The War against 'the Inferior':
On the history of Nazi medicine in Vienna.
An exhibition by the Documentation Centre of Austrian Resistance in Vienna's Otto Wagner Hospital

The case of Dr. Heinrich Gross is symptomatic for the way Austria deals with Nazi medical crimes: the former doctor of the Spiegelgrund killing institution was allowed to continue his career and, not least due to his research on victims' brains, rose to be one of the most prominent psychiatrists in the country. The Spiegelgrund survivors, on the other hand, continued to be discriminated against for decades. Not until April 2002 were the mortal remains of 600 Spiegelgrund victims buried.

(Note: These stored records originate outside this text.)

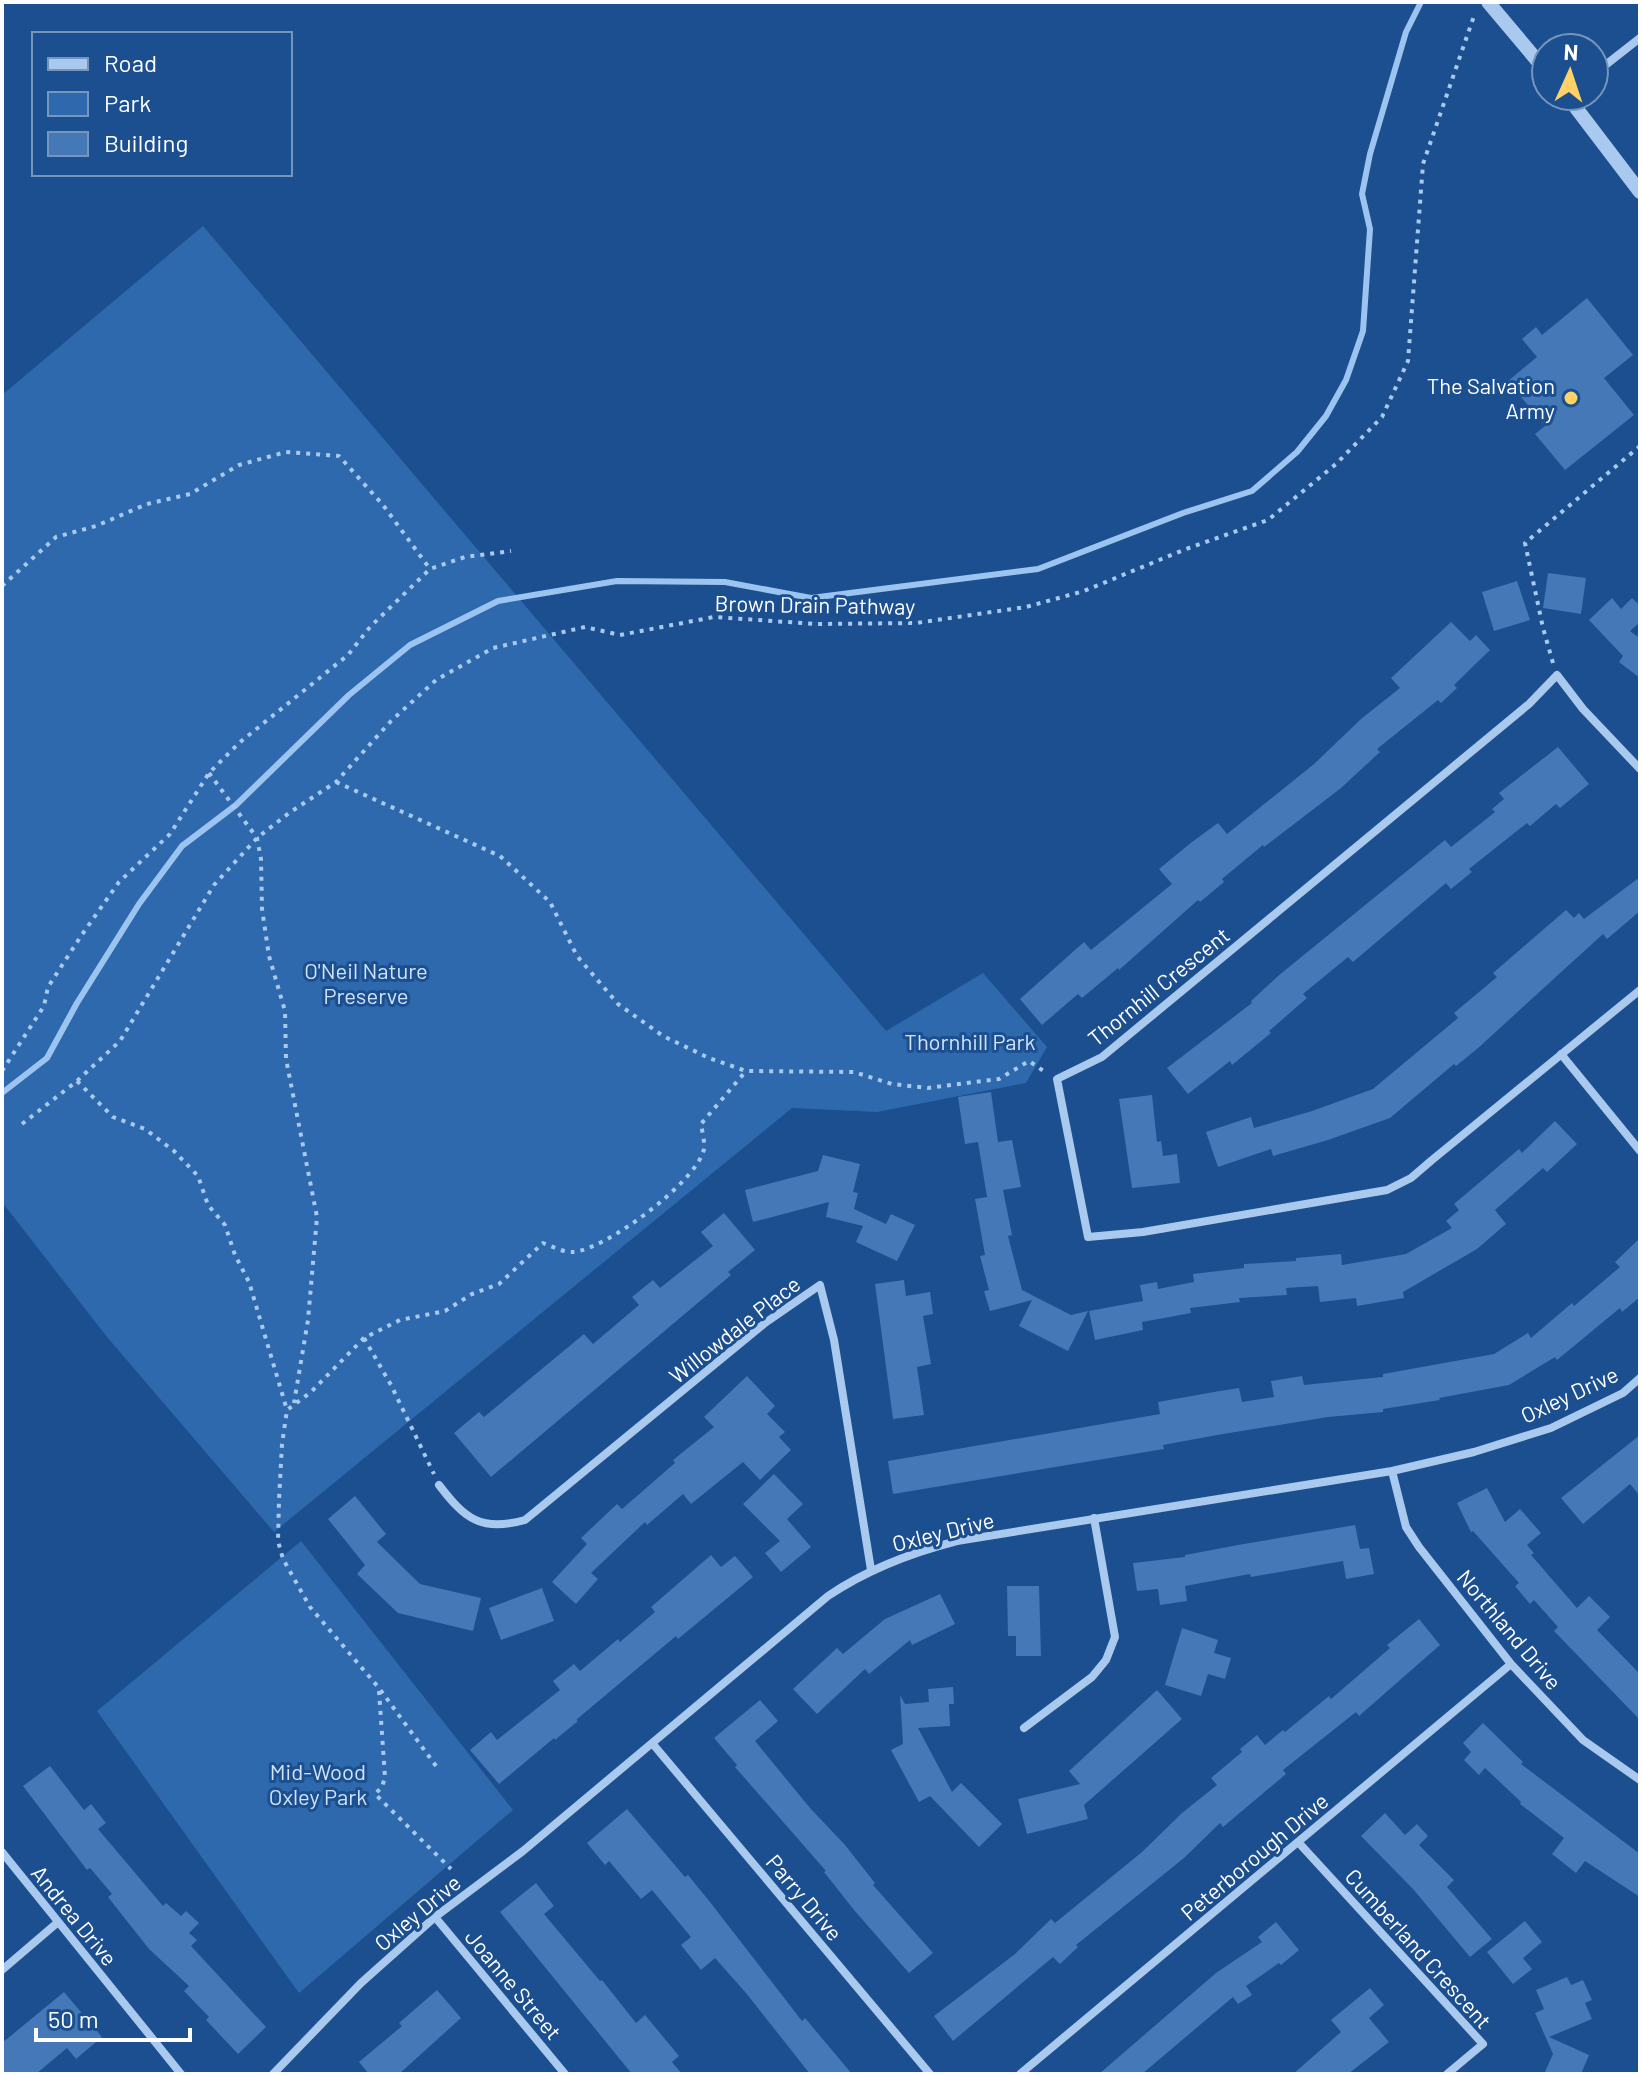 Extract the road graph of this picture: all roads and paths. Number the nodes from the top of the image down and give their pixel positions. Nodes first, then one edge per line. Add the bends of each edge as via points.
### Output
1 (1479, 2) edge
2 (1488, 2) edge
3 (1640, 38) edge
4 (1530, 52) edge
5 (1610, 61) edge
6 (1579, 112) edge
7 (1640, 192) edge
8 (1640, 446) edge
9 (511, 551) dead end
10 (430, 569) junction
11 (2, 586) edge
12 (1557, 675) junction
13 (1640, 769) edge
14 (209, 773) junction
15 (336, 782) junction
16 (257, 838) junction
17 (1640, 990) edge
18 (1561, 1054) junction
19 (2, 1071) edge
20 (746, 1071) junction
21 (1057, 1079) junction
22 (77, 1081) junction
23 (22, 1124) dead end
24 (1640, 1151) edge
25 (364, 1338) junction
26 (1640, 1378) edge
27 (294, 1405) junction
28 (287, 1410) junction
29 (1392, 1471) junction
30 (439, 1485) joint
31 (1094, 1518) junction
32 (871, 1570) junction
33 (1511, 1664) junction
34 (379, 1688) junction
35 (1024, 1728) dead end
36 (652, 1743) junction
37 (436, 1766) dead end
38 (1640, 1780) edge
39 (1299, 1843) junction
40 (2, 1852) edge
41 (451, 1869) dead end
42 (435, 1917) junction
43 (57, 1923) junction
44 (2, 1970) edge
45 (181, 2074) edge
46 (273, 2074) edge
47 (565, 2074) edge
48 (930, 2074) edge
49 (1020, 2074) edge
50 (1447, 2074) edge

1 - 15 path, Brown Drain Pathway via 1423,164 1408,361 1382,417 1336,464 1268,520 1084,591 1026,607 916,623 714,617 620,635 585,627 493,648 436,680
2 - 4 street
3 - 5 street
6 - 7 street
8 - 12 path via 1525,543
9 - 10 path via 465,557
10 - 11 path via 339,456 286,452 239,465 190,494 56,537
10 - 14 path via 348,655
12 - 13 street
12 - 21 street, Thornhill Crescent via 1529,704 1102,1057
14 - 16 path
14 - 19 path via 170,834 119,882 81,936
15 - 16 path, Brown Drain Pathway
15 - 20 path via 500,856 550,902 577,956 618,1004 663,1036
16 - 22 path, Brown Drain Pathway via 214,885 120,1041
16 - 27 path via 269,956 285,1011 286,1059 317,1217
17 - 18 street
18 - 21 street via 1411,1178 1387,1190 1088,1237
18 - 24 street
20 - 21 path via 854,1072 928,1088 999,1079 1029,1061
20 - 25 path via 701,1124 704,1149 663,1203 606,1239 573,1252 543,1243 499,1284 445,1311 400,1320
22 - 23 path, Brown Drain Pathway
22 - 28 path via 113,1117 145,1129 198,1176 249,1282
25 - 27 path
25 - 30 path
26 - 29 street, Oxley Drive via 1623,1393 1551,1428
27 - 28 path
28 - 34 path via 278,1541 283,1559 310,1607
29 - 31 street, Oxley Drive
29 - 33 street, Northland Drive via 1406,1527
30 - 32 street, Willowdale Place via 473,1519 491,1525 525,1520 765,1323 820,1285 834,1340
31 - 32 street, Oxley Drive via 957,1541
31 - 35 street via 1115,1637 1092,1677
32 - 36 street, Oxley Drive via 828,1596
33 - 38 street, Northland Drive via 1583,1740
33 - 39 street, Peterborough Drive
34 - 37 path
34 - 41 path via 385,1777 375,1794
36 - 42 street, Oxley Drive
36 - 48 street, Parry Drive
39 - 49 street, Peterborough Drive
39 - 50 street, Cumberland Crescent via 1483,2044
40 - 43 street, Andrea Drive
42 - 46 street, Oxley Drive via 361,1983
42 - 47 street, Joanne Street
43 - 44 street
43 - 45 street, Andrea Drive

The exhibition The War against 'the Inferior': On the history of Nazi medicine in Vienna is meant to contribute to the public discourse on the topic. Supported by new research, it offers a comprehensive overview going far beyond children's 'euthanasia'.

In the National Socialist system, medicine took over a new task: the 'weeding out' of people designated as 'inferior'. There was no room in the performance-orientated Volksgemeinschaft for the handicapped, the mentally sick, for members of social fringe groups and nonconformists. They were persecuted, imprisoned and abandoned to destruction. The Heil- und Pflegeanstalt Steinhof (today's Otto Wagner Hospital) developed in the years after the Anschluss of 1938 into the Viennese centre of National Socialist medical murder which was to take the lives of far more than 7,500 Steinhof patients: Between 1940 and 1945 a 'Children's Ward' called 'Am Spiegelgrund' existed on the Steinhof premises in which approximately 800 sick or handicapped children and young people perished.

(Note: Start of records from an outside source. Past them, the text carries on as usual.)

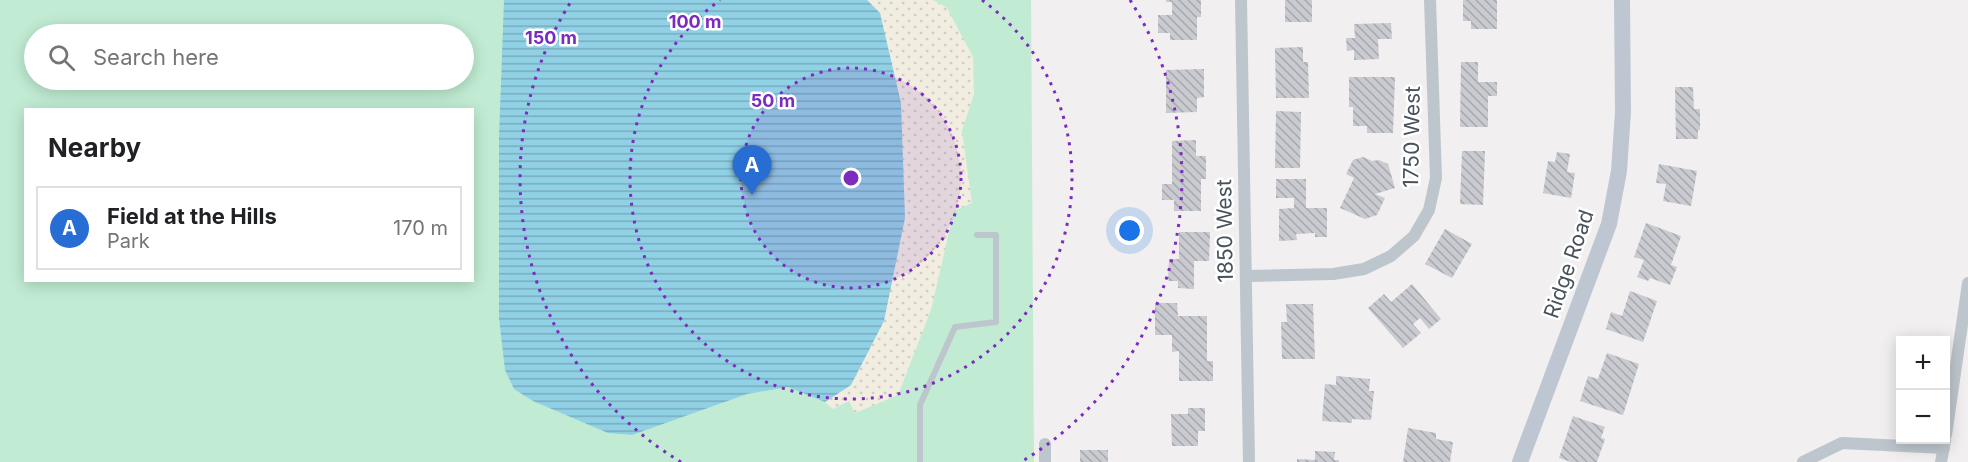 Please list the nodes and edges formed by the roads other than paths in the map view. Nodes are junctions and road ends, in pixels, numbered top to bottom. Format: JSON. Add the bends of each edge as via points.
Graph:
{"nodes":[{"id":1,"x":1241,"y":0,"type":"edge"},
{"id":2,"x":1430,"y":0,"type":"edge"},
{"id":3,"x":1622,"y":0,"type":"edge"},
{"id":4,"x":977,"y":235,"type":"dead end"},
{"id":5,"x":1246,"y":276,"type":"junction"},
{"id":6,"x":1968,"y":283,"type":"edge"},
{"id":7,"x":1950,"y":407,"type":"edge"},
{"id":8,"x":1045,"y":444,"type":"dead end"},
{"id":9,"x":1896,"y":444,"type":"edge"},
{"id":10,"x":1944,"y":444,"type":"edge"},
{"id":11,"x":920,"y":462,"type":"edge"},
{"id":12,"x":1045,"y":462,"type":"edge"},
{"id":13,"x":1249,"y":462,"type":"edge"},
{"id":14,"x":1520,"y":462,"type":"edge"},
{"id":15,"x":1803,"y":462,"type":"edge"},
{"id":16,"x":1941,"y":462,"type":"edge"}],
"edges":[{"from":1,"to":5,"type":"street","name":"1850 West"},
{"from":2,"to":5,"type":"street","name":"1750 West","via":[[1436,178],[1429,210],[1414,236],[1391,256],[1364,268],[1333,274]]},
{"from":3,"to":14,"type":"street","name":"Ridge Road","via":[[1623,112],[1619,171],[1609,224]]},
{"from":4,"to":11,"type":"lane","via":[[996,235],[996,322],[955,327],[920,405]]},
{"from":5,"to":13,"type":"street","name":"1850 West"},
{"from":6,"to":7,"type":"street"},
{"from":8,"to":12,"type":"street"},
{"from":9,"to":15,"type":"street","via":[[1842,443]]},
{"from":10,"to":16,"type":"street"}]}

  1. From Narrenturm to Steinhof: The development of Viennese 'care for the insane'.


  2. Racial delusion and the selective breeding of humans: Eugenics and racial hygiene as the foundations of Nazi ideology.

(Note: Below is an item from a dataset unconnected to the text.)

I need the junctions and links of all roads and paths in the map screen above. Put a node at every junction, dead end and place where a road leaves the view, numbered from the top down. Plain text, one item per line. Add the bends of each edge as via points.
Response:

  3. The 'cleansing of the national body': Medicine in Germany between 1933 and 1938.


  4. Selection and public welfare: Vienna's Main Health Office and 'genetic and racial hygiene'.


  5. The nationalisation of reproduction: Forced sterilisations and marriage prohibitions.


  6. Persecution, expulsion and extermination of the Jews: The contribution made by medicine.


  7. The 'T4 Project': Mass murder of the handicapped and mentally ill.


  8. Diagnosis: useless. The murder of handicapped children in the Spiegelgrund clinic.


  9. 'Permanently unreformable': Nazi coercive education in the Reichsgau of Vienna.


  10. Opposition and resistance to Nazi euthanasia.


  11. Gemeinschaftsfremd: Nazi persecution of deviant behaviour.


  12. Murder by starvation: The mass killing at Steinhof 1940-45.


  13. The post-war years: Tacit amnesty for Nazi doctors and repression of the victims.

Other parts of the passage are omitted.